[DRBD-user] DRBD versus bcache and caching in general.

Wed Aug 16 05:37:21 CEST 2017

Hello,

firstly let me state that I of course read the old thread from 2014 and
all the other bits I could find.

If anybody in the last 3 years actually deployed bcache or any of the
other SSD caching approaches with DRBD, I'd love to hear about it.

I'm looking to use bcache with DRBD in the near future and was pondering
the following scenarios, not all bcache specific.

The failure case I'm most interested in is a node going down due to HW or
kernel issues, as that's the only case I encountered in 10 years. ^.^

1. DRBD -> RAID HW cache -> HDD

This is what I've been using for long time (in some cases w/o RAID
controller and thus HW cache). 
If node A spontaneously reboots due to a HW failure or kernel crash,
things will fail over to node B, which is in best possible and up to
date state at this point.
Data in the HW cache (and the HDD local cache) is potentially lost.
From the DRBD perspective block X has been successfully written to node A
and B, even though it just reached the HW cache of the RAID controller.
So in the worst case scenario (HW cache lost/invalidated, HDD caches also
lost), we've just lost up to 4-5GB worth of in-flight data.
And unless something changed those blocks on node B before node A comes
back up, they will not be replicated back.

Is the above a correct, possible scenario?

As far as read caches are concerned, I'm pretty sure the HW caches get
invalidated in regards to reads when a crash/reboot happens.

2. Bcache -> DRBD -> HW cache -> HDD

With bcache in writeback mode things become interesting in the Chinese
sense. 
If node A crashes, not only do we loose all the dirty kernel buffers (as
always), but everything that was in-flight within bcache before being
flushed to DRBD. 
While the bcache documentation states that "Barriers/cache flushes are
handled correctly." and thus hopefully at least the FS would be in a
consistent state, the part that one needs to detach the bcache device or
switch to writethrough mode before the backing device is clean and
consistent confirms the potential for data loss.

I could live with bcache in write-through mode and leaving the write
caching to the HW cache, if losing and re-attaching a backing device
(DRBD) invalidates bcache and prevents it from delivering stale data. 
Alas the bcache documentation is pretty quiet here, from the looks of it
only detaching and re-attaching would achieve this.
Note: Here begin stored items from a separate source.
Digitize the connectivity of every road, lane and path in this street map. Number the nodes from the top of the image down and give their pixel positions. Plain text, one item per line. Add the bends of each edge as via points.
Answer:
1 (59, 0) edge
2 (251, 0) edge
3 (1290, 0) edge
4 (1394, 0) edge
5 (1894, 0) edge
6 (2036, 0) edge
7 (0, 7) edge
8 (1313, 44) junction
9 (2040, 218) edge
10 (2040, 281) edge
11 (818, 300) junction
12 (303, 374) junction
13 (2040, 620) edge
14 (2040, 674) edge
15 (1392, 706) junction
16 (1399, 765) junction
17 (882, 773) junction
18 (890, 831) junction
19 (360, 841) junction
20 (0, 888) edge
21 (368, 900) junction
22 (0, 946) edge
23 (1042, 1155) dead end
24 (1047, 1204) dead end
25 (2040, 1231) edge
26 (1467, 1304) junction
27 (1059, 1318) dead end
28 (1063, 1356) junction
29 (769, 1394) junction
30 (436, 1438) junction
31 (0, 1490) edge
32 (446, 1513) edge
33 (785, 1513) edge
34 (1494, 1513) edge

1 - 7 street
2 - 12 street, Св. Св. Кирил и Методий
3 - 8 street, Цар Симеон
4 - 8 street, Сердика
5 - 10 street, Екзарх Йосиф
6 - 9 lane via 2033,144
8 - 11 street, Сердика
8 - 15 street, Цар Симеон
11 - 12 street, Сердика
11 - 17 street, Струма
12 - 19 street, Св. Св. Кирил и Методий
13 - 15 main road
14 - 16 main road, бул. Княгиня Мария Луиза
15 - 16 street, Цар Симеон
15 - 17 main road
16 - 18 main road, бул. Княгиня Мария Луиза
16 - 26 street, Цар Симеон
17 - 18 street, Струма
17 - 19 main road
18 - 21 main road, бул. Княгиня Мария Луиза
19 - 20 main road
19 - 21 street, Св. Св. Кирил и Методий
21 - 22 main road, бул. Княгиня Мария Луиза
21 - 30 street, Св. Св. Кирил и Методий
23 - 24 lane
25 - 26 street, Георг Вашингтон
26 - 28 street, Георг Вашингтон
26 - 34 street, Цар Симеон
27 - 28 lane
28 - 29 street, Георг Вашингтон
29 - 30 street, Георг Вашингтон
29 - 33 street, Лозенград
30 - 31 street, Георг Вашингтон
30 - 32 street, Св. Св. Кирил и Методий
3. DRBD -> bcache -> HW cache -> HDD

The sane and simple approach, as writes will get replicated, no additional
dangers in the write path when compared to 1) above. 

If node A goes down and node B takes over, only previous (recent) writes
will be in the bcache on node B, the cache will be "cold" otherwise. 
Once node A comes back the re-sync should hopefully take care of all stale
cache information on the A bcache.

Obviously having bcache as an associated resource as per Florian's old
video with would be the "safest" approach, but AFAICT there is no resource
agent for this and it would also introduce the write latency for
replication (twice?).

Regards,

Christian
-- 
Christian Balzer        Network/Systems Engineer                
chibi at gol.com   	Rakuten Communications